━━━ RECORDS SUPPLIED ━━━

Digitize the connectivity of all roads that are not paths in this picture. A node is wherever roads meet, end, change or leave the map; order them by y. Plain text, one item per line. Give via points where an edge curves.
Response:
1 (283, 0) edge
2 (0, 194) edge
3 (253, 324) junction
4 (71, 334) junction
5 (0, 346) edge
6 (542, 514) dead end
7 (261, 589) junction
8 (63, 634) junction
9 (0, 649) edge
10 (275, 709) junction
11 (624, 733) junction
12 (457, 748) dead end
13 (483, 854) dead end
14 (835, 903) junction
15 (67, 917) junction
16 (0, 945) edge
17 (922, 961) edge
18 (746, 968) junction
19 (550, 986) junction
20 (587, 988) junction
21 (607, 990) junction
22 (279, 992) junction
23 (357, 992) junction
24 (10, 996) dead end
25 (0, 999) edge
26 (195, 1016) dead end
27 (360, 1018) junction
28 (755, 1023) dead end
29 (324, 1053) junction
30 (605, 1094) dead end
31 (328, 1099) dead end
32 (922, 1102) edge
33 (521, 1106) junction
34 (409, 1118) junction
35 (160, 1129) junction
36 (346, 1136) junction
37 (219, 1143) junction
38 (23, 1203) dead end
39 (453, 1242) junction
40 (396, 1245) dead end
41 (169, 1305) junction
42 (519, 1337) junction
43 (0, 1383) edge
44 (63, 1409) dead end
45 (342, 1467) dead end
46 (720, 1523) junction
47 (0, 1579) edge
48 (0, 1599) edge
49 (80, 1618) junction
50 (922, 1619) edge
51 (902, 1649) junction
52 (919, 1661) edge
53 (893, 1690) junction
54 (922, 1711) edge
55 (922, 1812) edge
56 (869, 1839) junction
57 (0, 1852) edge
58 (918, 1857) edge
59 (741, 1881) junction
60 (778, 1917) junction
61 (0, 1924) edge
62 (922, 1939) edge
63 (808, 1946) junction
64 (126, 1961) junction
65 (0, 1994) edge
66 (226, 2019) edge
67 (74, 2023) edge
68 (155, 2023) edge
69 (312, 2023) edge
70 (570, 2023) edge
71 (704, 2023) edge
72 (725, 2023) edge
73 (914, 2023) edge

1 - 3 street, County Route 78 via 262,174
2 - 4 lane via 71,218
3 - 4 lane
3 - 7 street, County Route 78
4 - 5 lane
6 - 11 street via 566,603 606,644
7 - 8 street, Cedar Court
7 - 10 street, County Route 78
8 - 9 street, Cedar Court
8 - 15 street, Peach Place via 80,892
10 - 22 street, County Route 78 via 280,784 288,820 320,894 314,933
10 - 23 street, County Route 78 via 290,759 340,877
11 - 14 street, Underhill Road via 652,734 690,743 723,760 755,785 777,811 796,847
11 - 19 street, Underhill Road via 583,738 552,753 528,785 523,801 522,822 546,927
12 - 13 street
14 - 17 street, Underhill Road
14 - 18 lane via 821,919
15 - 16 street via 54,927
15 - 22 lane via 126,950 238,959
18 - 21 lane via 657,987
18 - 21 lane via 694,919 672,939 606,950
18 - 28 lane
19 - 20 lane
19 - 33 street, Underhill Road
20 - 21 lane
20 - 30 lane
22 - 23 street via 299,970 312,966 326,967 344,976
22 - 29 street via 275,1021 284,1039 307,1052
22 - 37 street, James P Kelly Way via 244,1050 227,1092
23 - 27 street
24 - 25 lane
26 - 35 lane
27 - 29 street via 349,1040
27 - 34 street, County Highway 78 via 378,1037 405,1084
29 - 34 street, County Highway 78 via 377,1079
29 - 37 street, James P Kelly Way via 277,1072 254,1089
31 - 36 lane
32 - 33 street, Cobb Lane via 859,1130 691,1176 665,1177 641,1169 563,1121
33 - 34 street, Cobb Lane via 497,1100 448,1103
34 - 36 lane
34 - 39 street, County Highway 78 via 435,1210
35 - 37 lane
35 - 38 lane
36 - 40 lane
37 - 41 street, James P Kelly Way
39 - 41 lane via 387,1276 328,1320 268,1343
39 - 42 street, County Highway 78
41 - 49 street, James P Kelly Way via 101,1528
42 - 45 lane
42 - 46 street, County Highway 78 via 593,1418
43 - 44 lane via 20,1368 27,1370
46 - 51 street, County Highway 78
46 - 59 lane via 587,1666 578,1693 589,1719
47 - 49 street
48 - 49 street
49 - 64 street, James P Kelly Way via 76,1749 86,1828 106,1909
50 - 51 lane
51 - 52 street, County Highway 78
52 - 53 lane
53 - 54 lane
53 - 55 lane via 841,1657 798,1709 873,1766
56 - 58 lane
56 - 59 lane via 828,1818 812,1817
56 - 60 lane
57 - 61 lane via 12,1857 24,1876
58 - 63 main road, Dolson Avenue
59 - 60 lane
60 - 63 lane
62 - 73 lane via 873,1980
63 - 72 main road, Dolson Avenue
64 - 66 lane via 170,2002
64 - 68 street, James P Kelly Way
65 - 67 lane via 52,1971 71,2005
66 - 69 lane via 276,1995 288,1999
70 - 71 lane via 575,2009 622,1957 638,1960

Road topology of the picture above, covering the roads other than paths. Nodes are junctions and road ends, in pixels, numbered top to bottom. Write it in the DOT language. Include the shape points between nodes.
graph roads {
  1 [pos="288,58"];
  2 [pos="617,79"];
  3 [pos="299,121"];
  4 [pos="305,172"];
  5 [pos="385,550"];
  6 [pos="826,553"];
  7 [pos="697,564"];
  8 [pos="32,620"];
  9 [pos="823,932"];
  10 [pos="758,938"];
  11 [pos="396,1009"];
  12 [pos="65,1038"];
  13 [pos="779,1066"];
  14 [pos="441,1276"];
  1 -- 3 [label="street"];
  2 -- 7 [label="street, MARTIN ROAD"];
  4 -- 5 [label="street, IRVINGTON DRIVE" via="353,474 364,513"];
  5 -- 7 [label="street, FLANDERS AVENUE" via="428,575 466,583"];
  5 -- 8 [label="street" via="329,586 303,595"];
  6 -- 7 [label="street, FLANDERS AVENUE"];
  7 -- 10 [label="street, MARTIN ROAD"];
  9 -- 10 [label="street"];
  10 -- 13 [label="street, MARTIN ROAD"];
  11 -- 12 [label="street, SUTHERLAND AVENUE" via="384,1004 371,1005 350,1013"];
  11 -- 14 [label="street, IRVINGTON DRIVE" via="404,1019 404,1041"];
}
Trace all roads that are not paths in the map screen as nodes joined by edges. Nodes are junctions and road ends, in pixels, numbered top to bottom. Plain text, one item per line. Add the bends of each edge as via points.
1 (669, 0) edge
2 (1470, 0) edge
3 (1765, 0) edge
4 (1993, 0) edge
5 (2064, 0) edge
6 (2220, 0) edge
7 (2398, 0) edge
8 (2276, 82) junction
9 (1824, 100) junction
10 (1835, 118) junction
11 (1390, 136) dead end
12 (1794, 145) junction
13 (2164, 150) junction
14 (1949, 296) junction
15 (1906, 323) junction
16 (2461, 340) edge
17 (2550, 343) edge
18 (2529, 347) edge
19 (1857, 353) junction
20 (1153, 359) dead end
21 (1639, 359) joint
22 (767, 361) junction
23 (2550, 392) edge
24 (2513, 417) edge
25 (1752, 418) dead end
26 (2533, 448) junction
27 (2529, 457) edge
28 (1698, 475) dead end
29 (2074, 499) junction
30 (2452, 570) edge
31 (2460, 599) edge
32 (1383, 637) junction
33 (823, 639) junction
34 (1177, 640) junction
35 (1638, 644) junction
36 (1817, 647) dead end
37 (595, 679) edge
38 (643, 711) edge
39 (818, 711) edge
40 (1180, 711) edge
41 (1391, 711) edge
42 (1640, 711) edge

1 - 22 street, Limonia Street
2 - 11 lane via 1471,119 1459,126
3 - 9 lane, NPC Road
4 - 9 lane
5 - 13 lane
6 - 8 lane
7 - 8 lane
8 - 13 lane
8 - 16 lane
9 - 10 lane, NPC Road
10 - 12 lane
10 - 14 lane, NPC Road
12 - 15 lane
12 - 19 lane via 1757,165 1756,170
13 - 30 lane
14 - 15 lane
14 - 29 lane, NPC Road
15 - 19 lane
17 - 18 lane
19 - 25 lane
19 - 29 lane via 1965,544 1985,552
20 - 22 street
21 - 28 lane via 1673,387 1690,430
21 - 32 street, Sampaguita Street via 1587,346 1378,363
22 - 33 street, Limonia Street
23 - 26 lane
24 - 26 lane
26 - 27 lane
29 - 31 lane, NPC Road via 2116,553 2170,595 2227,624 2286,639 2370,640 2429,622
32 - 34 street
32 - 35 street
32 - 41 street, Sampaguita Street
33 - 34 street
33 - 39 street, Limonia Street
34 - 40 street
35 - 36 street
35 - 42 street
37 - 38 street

━━━

WHAT YOU SHOULD DO — Only the lines containing the string "DRIVE" are needed; pull them out of the records.

RESPONSE TO THE TASK —
  4 -- 5 [label="street, IRVINGTON DRIVE" via="353,474 364,513"];
  11 -- 14 [label="street, IRVINGTON DRIVE" via="404,1019 404,1041"];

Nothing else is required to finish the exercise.